» Your instructions
Look for the word "roads" in the material below. Copy each line that has it.
____________________
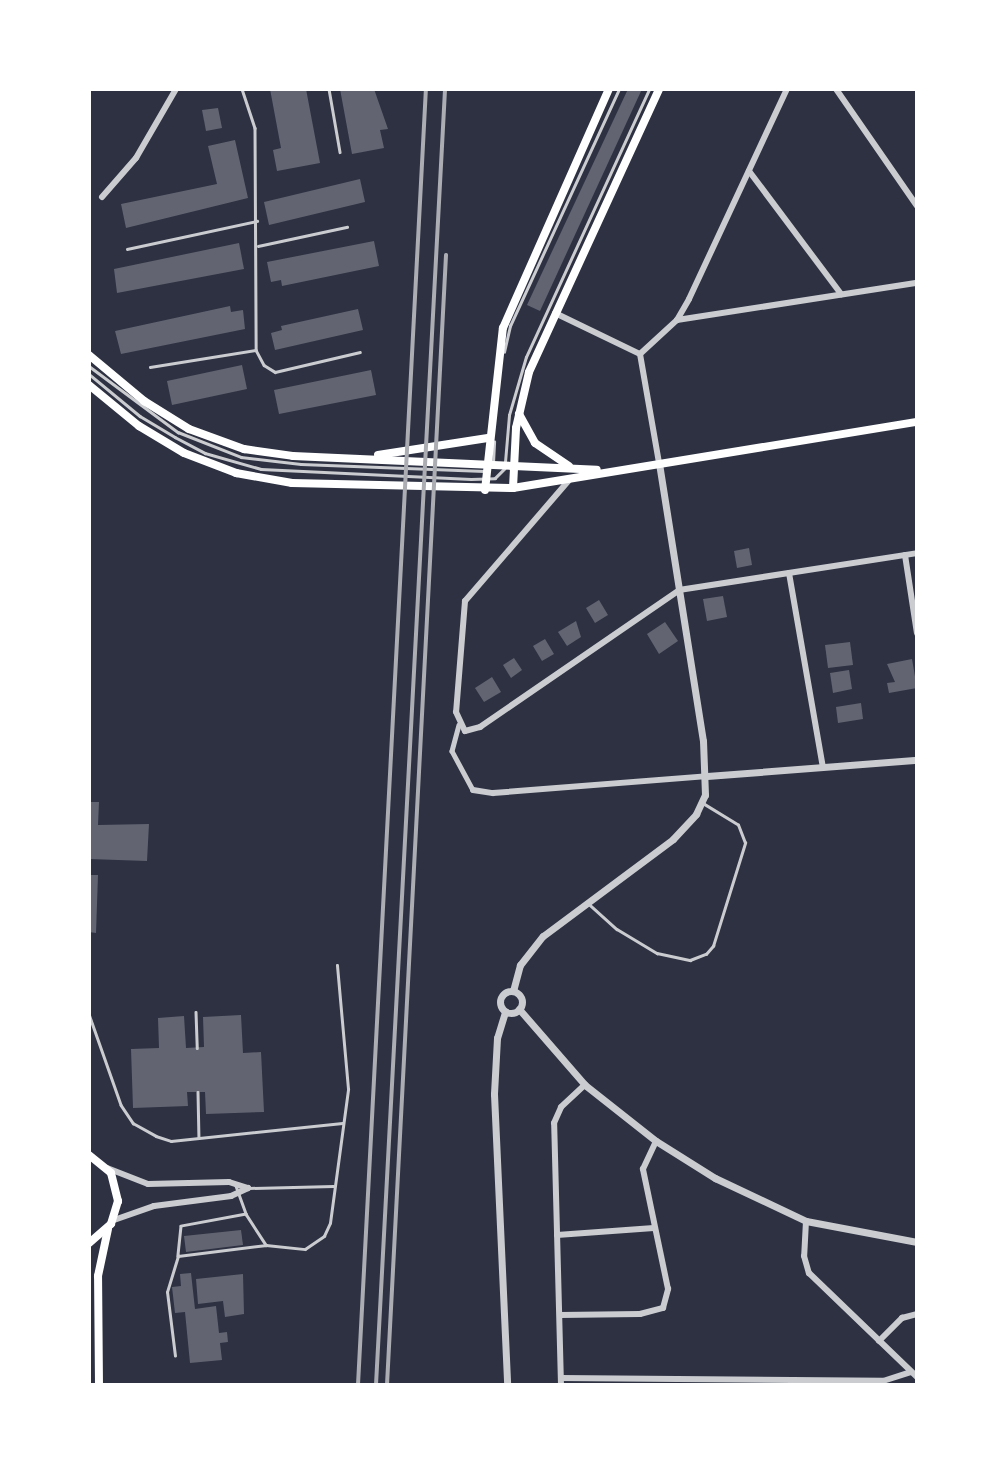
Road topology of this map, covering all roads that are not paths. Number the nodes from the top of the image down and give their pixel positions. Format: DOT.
graph roads {
  1 [pos="176,89"];
  2 [pos="242,89"];
  3 [pos="329,89"];
  4 [pos="610,89"];
  5 [pos="619,89"];
  6 [pos="649,89"];
  7 [pos="659,89"];
  8 [pos="787,89"];
  9 [pos="836,89"];
  10 [pos="340,152"];
  11 [pos="749,171"];
  12 [pos="102,197"];
  13 [pos="917,206"];
  14 [pos="257,221"];
  15 [pos="347,228"];
  16 [pos="258,246"];
  17 [pos="127,249"];
  18 [pos="917,283"];
  19 [pos="841,295"];
  20 [pos="555,313"];
  21 [pos="677,320"];
  22 [pos="256,350"];
  23 [pos="360,352"];
  24 [pos="640,354"];
  25 [pos="89,355"];
  26 [pos="89,366"];
  27 [pos="150,367"];
  28 [pos="89,374"];
  29 [pos="89,385"];
  30 [pos="518,411"];
  31 [pos="917,422"];
  32 [pos="491,442"];
  33 [pos="355,458"];
  34 [pos="659,463"];
  35 [pos="389,464"];
  36 [pos="508,465"];
  37 [pos="572,468"];
  38 [pos="488,469"];
  39 [pos="607,471"];
  40 [pos="570,479"];
  41 [pos="513,488"];
  42 [pos="485,490"];
  43 [pos="917,553"];
  44 [pos="905,555"];
  45 [pos="789,573"];
  46 [pos="679,590"];
  47 [pos="917,633"];
  48 [pos="459,724"];
  49 [pos="917,760"];
  50 [pos="823,767"];
  51 [pos="707,776"];
  52 [pos="473,790"];
  53 [pos="702,803"];
  54 [pos="587,902"];
  55 [pos="337,965"];
  56 [pos="513,991"];
  57 [pos="519,1009"];
  58 [pos="196,1012"];
  59 [pos="505,1012"];
  60 [pos="89,1014"];
  61 [pos="197,1048"];
  62 [pos="585,1086"];
  63 [pos="198,1092"];
  64 [pos="342,1123"];
  65 [pos="199,1138"];
  66 [pos="656,1141"];
  67 [pos="90,1154"];
  68 [pos="107,1168"];
  69 [pos="235,1184"];
  70 [pos="333,1186"];
  71 [pos="248,1188"];
  72 [pos="238,1192"];
  73 [pos="246,1214"];
  74 [pos="114,1220"];
  75 [pos="806,1221"];
  76 [pos="654,1228"];
  77 [pos="108,1229"];
  78 [pos="557,1236"];
  79 [pos="917,1241"];
  80 [pos="89,1243"];
  81 [pos="266,1245"];
  82 [pos="178,1256"];
  83 [pos="917,1314"];
  84 [pos="560,1315"];
  85 [pos="879,1341"];
  86 [pos="175,1356"];
  87 [pos="914,1375"];
  88 [pos="561,1381"];
  89 [pos="99,1385"];
  90 [pos="507,1385"];
  1 -- 12 [label="street"];
  2 -- 14 [label="lane"];
  3 -- 10 [label="lane"];
  4 -- 32 [label="main road"];
  5 -- 32 [label="lane"];
  6 -- 36 [label="lane"];
  7 -- 20 [label="main road"];
  8 -- 11 [label="street"];
  9 -- 13 [label="street"];
  11 -- 19 [label="street"];
  11 -- 21 [label="street"];
  14 -- 16 [label="lane"];
  14 -- 17 [label="lane"];
  15 -- 16 [label="lane"];
  16 -- 22 [label="lane"];
  18 -- 19 [label="street"];
  19 -- 21 [label="street"];
  20 -- 24 [label="street"];
  20 -- 30 [label="main road"];
  21 -- 24 [label="street"];
  22 -- 23 [label="lane"];
  22 -- 27 [label="lane"];
  24 -- 34 [label="street"];
  25 -- 33 [label="main road"];
  26 -- 35 [label="lane"];
  28 -- 38 [label="lane"];
  29 -- 42 [label="main road"];
  30 -- 36 [label="main road"];
  30 -- 37 [label="main road"];
  31 -- 34 [label="main road"];
  32 -- 33 [label="main road"];
  32 -- 38 [label="main road"];
  33 -- 35 [label="main road"];
  34 -- 39 [label="main road"];
  34 -- 46 [label="street"];
  35 -- 38 [label="main road"];
  36 -- 37 [label="main road"];
  36 -- 38 [label="main road"];
  36 -- 38 [label="lane"];
  36 -- 41 [label="main road"];
  37 -- 39 [label="main road"];
  38 -- 42 [label="main road"];
  39 -- 40 [label="main road"];
  40 -- 41 [label="main road"];
  40 -- 48 [label="street"];
  41 -- 42 [label="main road"];
  43 -- 44 [label="street"];
  44 -- 45 [label="street"];
  44 -- 47 [label="street"];
  45 -- 46 [label="street"];
  45 -- 50 [label="street"];
  46 -- 48 [label="street"];
  46 -- 51 [label="street"];
  48 -- 52 [label="street"];
  49 -- 50 [label="street"];
  50 -- 51 [label="street"];
  51 -- 52 [label="street"];
  51 -- 53 [label="street"];
  53 -- 54 [label="street"];
  53 -- 54 [label="lane"];
  54 -- 56 [label="street"];
  55 -- 64 [label="lane"];
  56 -- 57 [label="street"];
  56 -- 59 [label="street"];
  57 -- 59 [label="street"];
  57 -- 62 [label="street"];
  58 -- 61 [label="lane"];
  59 -- 90 [label="street"];
  60 -- 65 [label="lane"];
  62 -- 66 [label="street"];
  62 -- 78 [label="street"];
  63 -- 65 [label="lane"];
  64 -- 65 [label="lane"];
  64 -- 70 [label="lane"];
  66 -- 75 [label="street"];
  66 -- 76 [label="street"];
  67 -- 68 [label="main road"];
  68 -- 69 [label="street"];
  68 -- 74 [label="main road"];
  69 -- 71 [label="street"];
  69 -- 72 [label="lane"];
  70 -- 71 [label="lane"];
  70 -- 81 [label="lane"];
  71 -- 72 [label="street"];
  72 -- 73 [label="lane"];
  72 -- 74 [label="street"];
  73 -- 81 [label="lane"];
  73 -- 82 [label="lane"];
  74 -- 77 [label="main road"];
  75 -- 79 [label="street"];
  75 -- 85 [label="street"];
  76 -- 78 [label="street"];
  76 -- 84 [label="street"];
  77 -- 80 [label="main road"];
  77 -- 89 [label="main road"];
  78 -- 84 [label="street"];
  81 -- 82 [label="lane"];
  82 -- 86 [label="lane"];
  83 -- 85 [label="street"];
  84 -- 88 [label="street"];
  85 -- 87 [label="street"];
  87 -- 88 [label="street"];
}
____________________
» Exercise response
Road topology of this map, covering all roads that are not paths. Number the nodes from the top of the image down and give their pixel positions. Format: DOT.
graph roads {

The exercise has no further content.